Libera ormai di seguire la sua attrattiva; quante volte, alzandosi a mezzanotte, attese in ginocchio, alla porta della chiesa che la casa di Dio fosse aperta! Pregava, e le ore scorrevano senza che se ne accorgesse. Spesso saliva sulla montagna che dominava Marsiglia, per venerare Nostra Signora della Guardia e ne scendeva pri­ma che fosse giorno, dopo avere ascoltato la messa e fatto la santa Comunione. Re­candosi in chiesa prima dell'alba ogni mattina, aveva notato di essere seguita da un personaggio misterioso, il quale teneva un bambino per mano. Sorpresa da tale as­siduità a quell'ora insolita, Maria finì per chiedergli, con la franchezza che la ca­ratterizzava: «Signore, se, seguendomi in questo modo, ha l'intenzione di farmi qualche proposta di matrimonio, perde il suo tempo e la sua fatica: sono consacrata a Dio». Maria, le rispose lo sconosciuto, che non le rivelò mai il suo nome, so che sei consacrata a Dio, io ti seguirò sempre, fino a quando non diventerai reli­giosa. Ci allontaneremmo molto dalla verità, se affermassimo che quel personag­gio misterioso doveva essere un messaggero celeste, incaricato di vegliare in ma­niera speciale su quell'anima? Comunque sia, Maria continuò le sue devozioni. II suo lavoro tuttavia non ne soffriva più; poiché non solo assolveva il suo compito, ma qualche volta faceva anche il lavoro degli altri servi.
Qui si colloca un episodio toccante che ella stessa ci ha raccontato: «I miei pa­droni, ci diceva, erano molto buoni con me e mi dimostravano completa fiducia. In una circostanza, mi avevano incaricato di pagare i fornitori della casa. Ecco ciò che mi capitò. Avevo appena saldato tutti i conti e quando scesi in cucina mi accorsi che vicino a me c'era una donna il cui aspetto denotava la più profonda miseria: vederla mi sorprese, poiché avevo chiuso la porta e non avevo sentito nessuno aprirla di nuovo. Il mio stupore non fece che aumentare, quando la sconosciuta mi chiamò per nome: Maria, mi disse, con una voce molto dolce, fammi la carità, te ne scon­giuro, ho molti bambini che muoiono di fame. Signora, le risposi con viva emozio­ne, non posso darle niente di ciò che appartiene ai miei padroni. Ho cinquanta fran­chi, sono i miei guadagni; li prenda, per vestire e per nutrire i suoi bambini. E tu, Maria, che avrai dopo? non ti resterà nulla! Non si preoccupi, signora, non ho mai conservato del denaro, e Dio non mi ha mai lasciato mancare niente: accetti tutto dunque. Ella prese l'intera somma, ringraziandomi con slancio. Un istante dopo, mi girai e la donna era scomparsa, senza che la porta fosse stata aperta, e ritrovai sul tavolo i cinquanta franchi. Temendo d'avere trattenuto questo denaro sul conto di qualche fornitore, corsi per accertarmene: tutti i conti erano stati pagati. Certa al­lora che quella somma era la mia, la donai al primo povero che incontrai. Seppi più tardi che la sconosciuta era la santissima Vergine, che si era degnata di provare co­sì la generosità della sua piccola serva».
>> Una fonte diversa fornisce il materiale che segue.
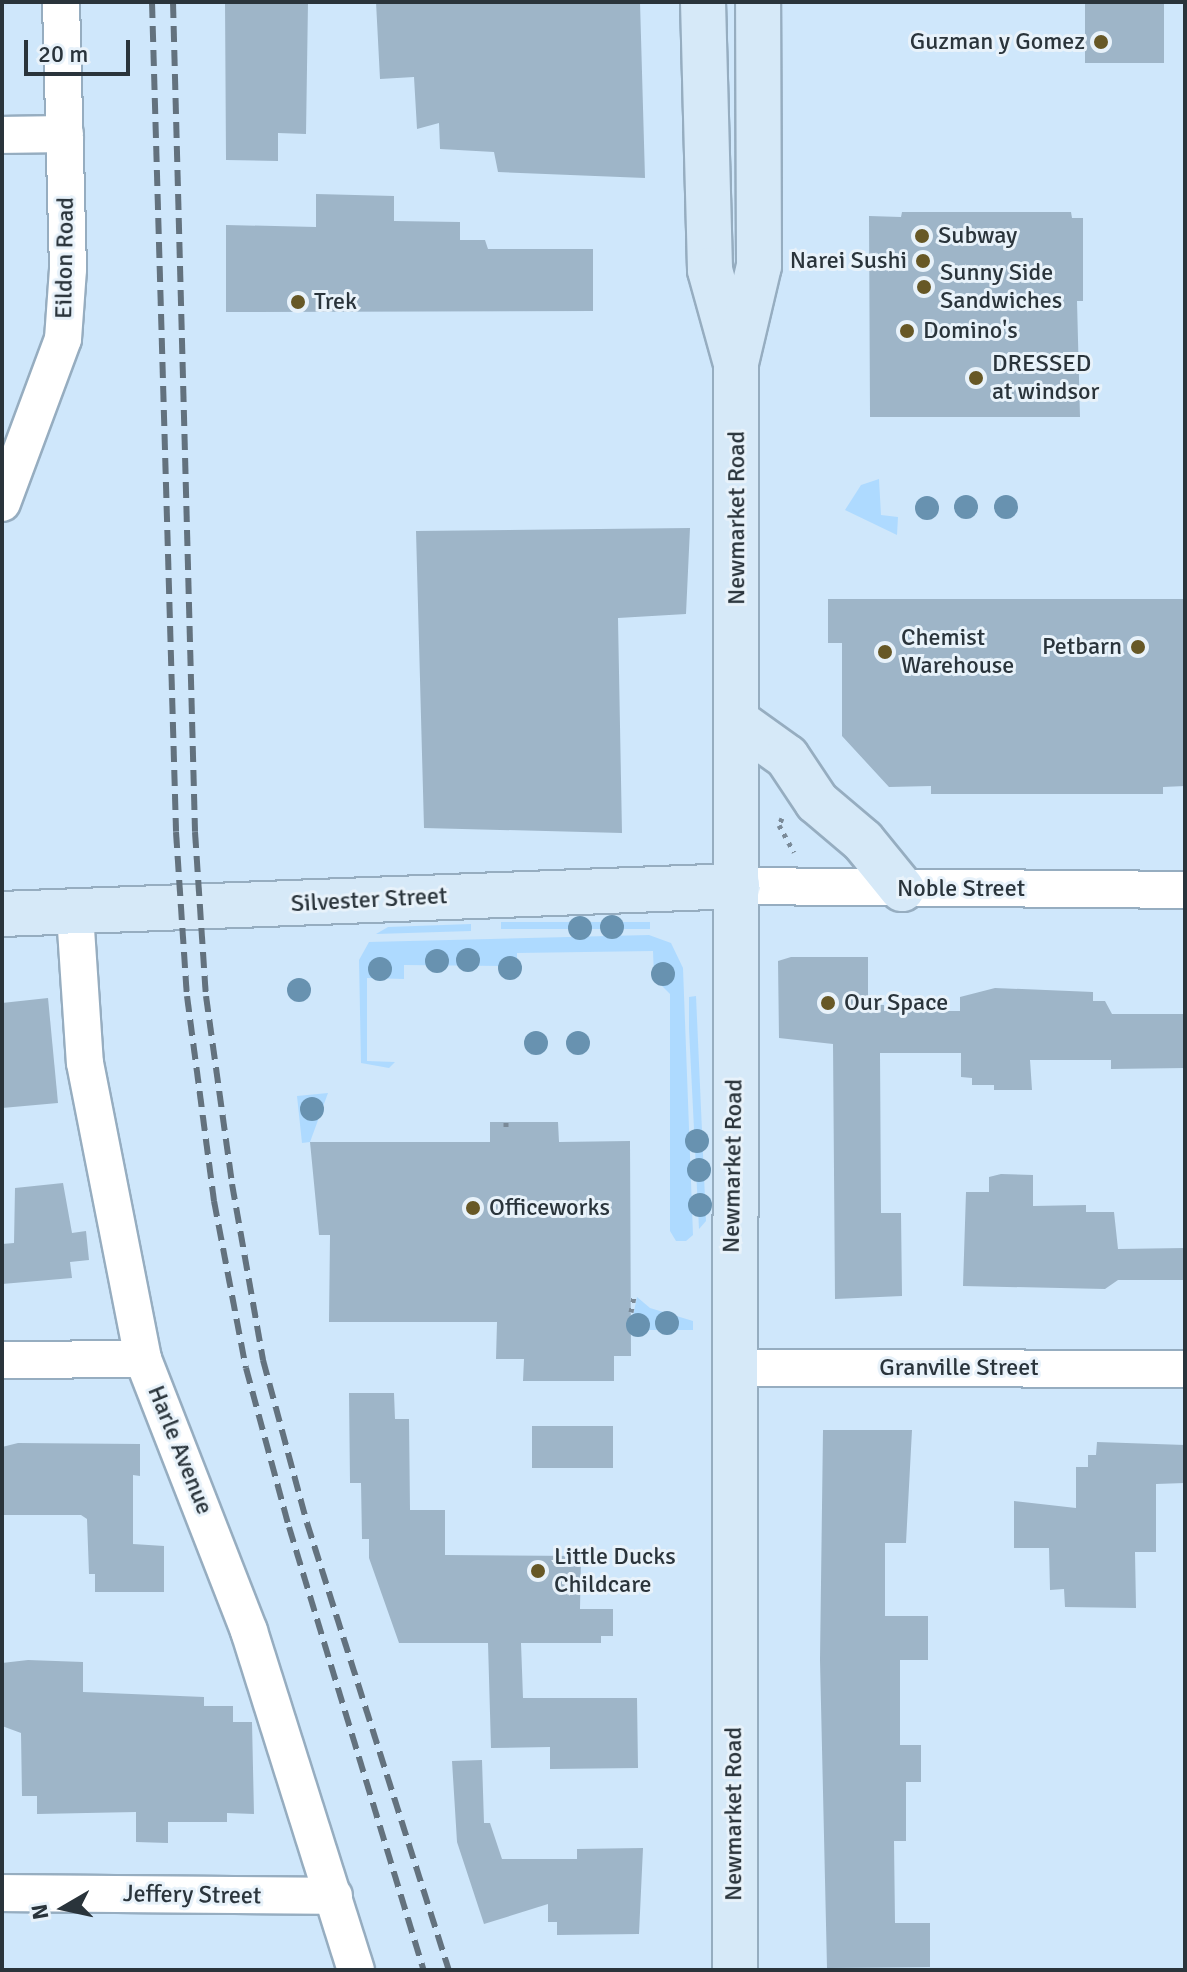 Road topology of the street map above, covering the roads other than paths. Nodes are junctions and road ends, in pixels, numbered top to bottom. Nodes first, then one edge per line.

Le grazie straordinarie si moltiplicavano e crescevano a misura della sua fedeltà. Ebbe una prima estasi, che durò due ore; non vi si attribuì una grande importanza. Quattro mesi dopo, ne ebbe una seconda, nella chiesa dei Greci-Melchiti, che fece più clamore. Essendosi presentata in estasi alla sacra Mensa, esclamò, al momento della comunione: «Padre mio, tu mi doni un bambino», e cadde come morta. Fu im­possibile farla rinvenire da quello stato; la si trasportò a casa dei suoi padroni. Fu­rono chiamati molti medici che le praticarono inutilmente i più forti rimedi per far­la svegliare da quel sonno, sul quale dichiararono di non comprendere niente. Restò così per quattro giorni; il suo viso, pieno di vita, mostrava che non era morta. Co­sa avvenne durante tutto quel tempo? Maria, obbligata, a confessarlo per obbe­dienza, più tardi, ce lo racconterà lei stessa.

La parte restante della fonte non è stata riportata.